Proposal Document: Creation of 100- and 200-Level Machine Learning and AI Courses at the Community College Level at Flathead Valley Community College

By James Goudy

Analysis in part by AI

Table Of Contents


1. Introduction: The Need for 100- and 200-Level Machine Learning (ML) and Artificial Intelligence (AI) Courses

As the fields of Machine Learning (ML) and Artificial Intelligence (AI) become increasingly integral to a wide array of industries, there is a pressing need to make foundational AI and ML education accessible to a broader student population. Currently, ML and AI courses offered in Montana are predominantly available at the university level, requiring advanced prerequisites in computer science, mathematics, and statistics. These courses primarily serve students already pursuing a computer science degree, often at junior or senior levels. This setup limits access for students who are at the beginning of their academic journey, as well as adult learners or working professionals interested in upskilling in these areas.

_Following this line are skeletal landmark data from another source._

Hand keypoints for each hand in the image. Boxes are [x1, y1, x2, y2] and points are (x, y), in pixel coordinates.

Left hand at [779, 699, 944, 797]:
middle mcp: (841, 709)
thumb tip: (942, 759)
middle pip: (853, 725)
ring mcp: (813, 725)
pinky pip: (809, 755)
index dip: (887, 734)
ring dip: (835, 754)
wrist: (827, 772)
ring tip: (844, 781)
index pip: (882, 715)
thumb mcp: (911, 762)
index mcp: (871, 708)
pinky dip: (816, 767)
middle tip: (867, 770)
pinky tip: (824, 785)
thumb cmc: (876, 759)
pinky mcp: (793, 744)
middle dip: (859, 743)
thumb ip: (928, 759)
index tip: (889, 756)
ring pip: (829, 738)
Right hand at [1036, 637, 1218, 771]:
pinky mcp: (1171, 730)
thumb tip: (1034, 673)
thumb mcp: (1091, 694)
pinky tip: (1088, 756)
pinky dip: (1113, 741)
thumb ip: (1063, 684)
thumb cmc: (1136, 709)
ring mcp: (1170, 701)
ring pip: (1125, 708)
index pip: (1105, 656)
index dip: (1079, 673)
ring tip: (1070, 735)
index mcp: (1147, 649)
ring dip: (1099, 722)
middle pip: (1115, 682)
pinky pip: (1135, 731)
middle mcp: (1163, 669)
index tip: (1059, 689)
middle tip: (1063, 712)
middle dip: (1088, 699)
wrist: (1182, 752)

The introduction of 100- and 200-level ML and AI courses in community colleges aims to bridge this gap by providing accessible, practical, and ethically oriented training that meets the needs of entry-level learners. These courses will cater to a diverse student population, including recent high school graduates, those without prior experience in computer science, and working adults seeking new career paths. The focus on hands-on experience and real-world applications ensures that students gain job-ready skills applicable in various industries. Additionally, these courses will lay a foundation for students interested in furthering their studies at four-year institutions, creating a seamless pathway from community college to university-level AI and ML programs.

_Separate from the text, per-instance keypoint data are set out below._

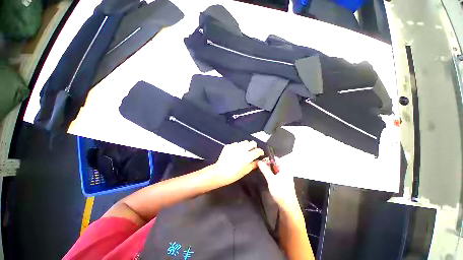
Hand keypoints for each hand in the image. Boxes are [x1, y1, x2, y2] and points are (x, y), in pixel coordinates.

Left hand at [214, 141, 263, 184]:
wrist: (220, 172)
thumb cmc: (234, 174)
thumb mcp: (246, 170)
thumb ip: (254, 164)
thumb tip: (260, 161)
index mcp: (248, 156)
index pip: (258, 150)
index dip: (260, 152)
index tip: (260, 154)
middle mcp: (242, 149)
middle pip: (252, 143)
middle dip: (254, 147)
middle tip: (252, 151)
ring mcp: (235, 146)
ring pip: (244, 142)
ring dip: (246, 146)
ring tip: (244, 151)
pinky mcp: (229, 145)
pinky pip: (236, 143)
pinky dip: (238, 146)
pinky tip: (236, 152)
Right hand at [258, 158, 298, 208]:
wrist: (287, 206)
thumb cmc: (281, 192)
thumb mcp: (271, 179)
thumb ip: (265, 169)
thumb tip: (259, 161)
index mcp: (284, 168)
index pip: (275, 158)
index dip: (267, 158)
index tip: (260, 160)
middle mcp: (284, 170)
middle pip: (274, 163)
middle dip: (266, 163)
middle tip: (258, 165)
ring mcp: (283, 175)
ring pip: (273, 168)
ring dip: (267, 168)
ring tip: (260, 169)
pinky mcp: (281, 180)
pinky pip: (274, 173)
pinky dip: (269, 173)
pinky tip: (265, 175)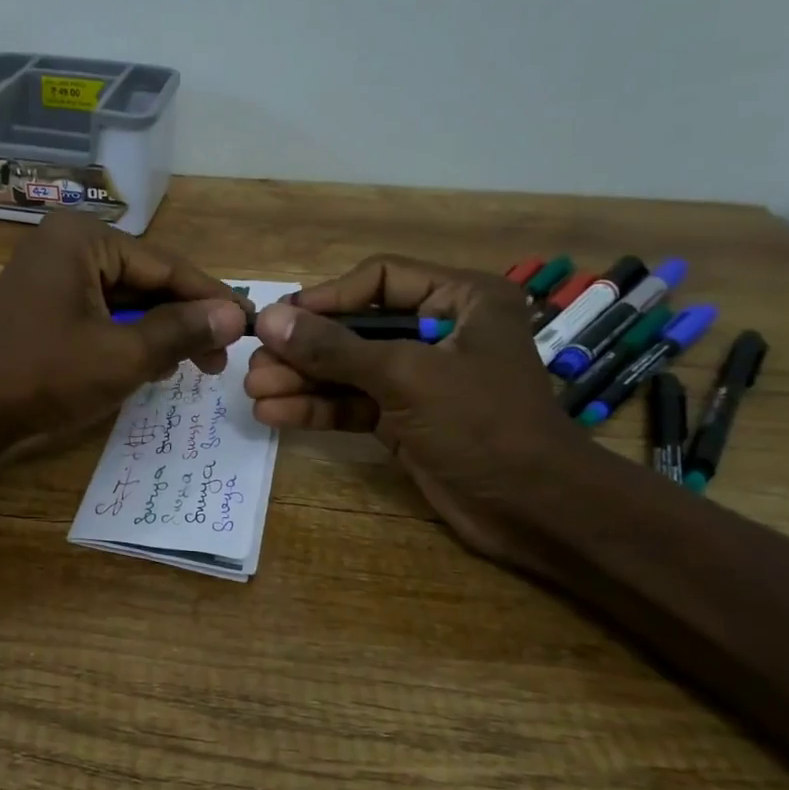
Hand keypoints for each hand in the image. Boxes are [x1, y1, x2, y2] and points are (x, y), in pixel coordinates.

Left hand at [0, 212, 248, 436]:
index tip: (249, 325)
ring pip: (125, 299)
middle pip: (145, 280)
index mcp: (83, 239)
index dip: (210, 298)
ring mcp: (51, 273)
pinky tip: (151, 366)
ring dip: (158, 333)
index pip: (165, 265)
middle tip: (219, 360)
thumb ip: (181, 330)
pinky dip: (127, 338)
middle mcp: (67, 244)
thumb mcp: (122, 355)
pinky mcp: (44, 303)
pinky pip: (100, 313)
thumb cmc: (43, 375)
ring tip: (192, 366)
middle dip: (183, 320)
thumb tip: (233, 314)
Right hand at [244, 256, 594, 563]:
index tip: (280, 319)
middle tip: (255, 363)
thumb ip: (335, 347)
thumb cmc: (483, 424)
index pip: (380, 279)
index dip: (327, 297)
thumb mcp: (406, 377)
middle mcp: (438, 331)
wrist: (534, 510)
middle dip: (304, 348)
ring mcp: (419, 378)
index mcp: (460, 300)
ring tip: (254, 391)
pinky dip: (316, 408)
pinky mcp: (404, 419)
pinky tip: (274, 414)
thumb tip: (270, 319)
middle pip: (355, 327)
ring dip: (301, 380)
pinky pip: (352, 404)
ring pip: (348, 369)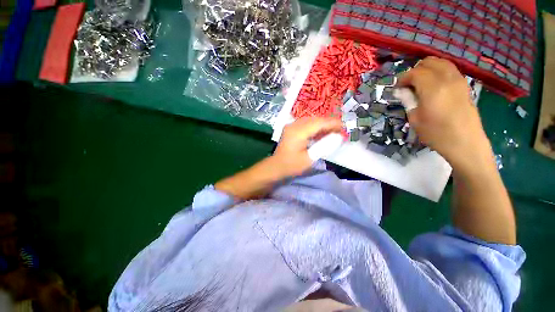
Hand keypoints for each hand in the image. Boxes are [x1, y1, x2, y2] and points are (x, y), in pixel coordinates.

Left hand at [273, 117, 342, 176]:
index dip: (333, 123)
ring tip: (332, 132)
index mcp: (298, 132)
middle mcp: (294, 125)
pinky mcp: (291, 128)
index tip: (344, 126)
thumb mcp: (310, 159)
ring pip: (311, 120)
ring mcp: (291, 126)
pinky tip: (321, 133)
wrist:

2. Course Titles, Descriptions, and Objectives for 100- and 200-Level ML and AI Courses

Course Title: Introduction to Machine Learning and Artificial Intelligence (100-Level)

Course Description: This introductory course provides students with a foundational understanding of machine learning (ML) and artificial intelligence (AI) concepts. Topics include supervised and unsupervised learning, fundamental ML algorithms, and an overview of AI applications across industries. Ethical considerations and the societal impact of AI will be explored to develop students’ awareness of responsible AI use. This course emphasizes practical applications, with hands-on projects using beginner-friendly tools.

Course Objectives:

  1. Understand foundational concepts and terminology in machine learning and AI.
  2. Gain awareness of historical developments and real-world applications of AI.
  3. Explore basic ML algorithms, including their functions and uses.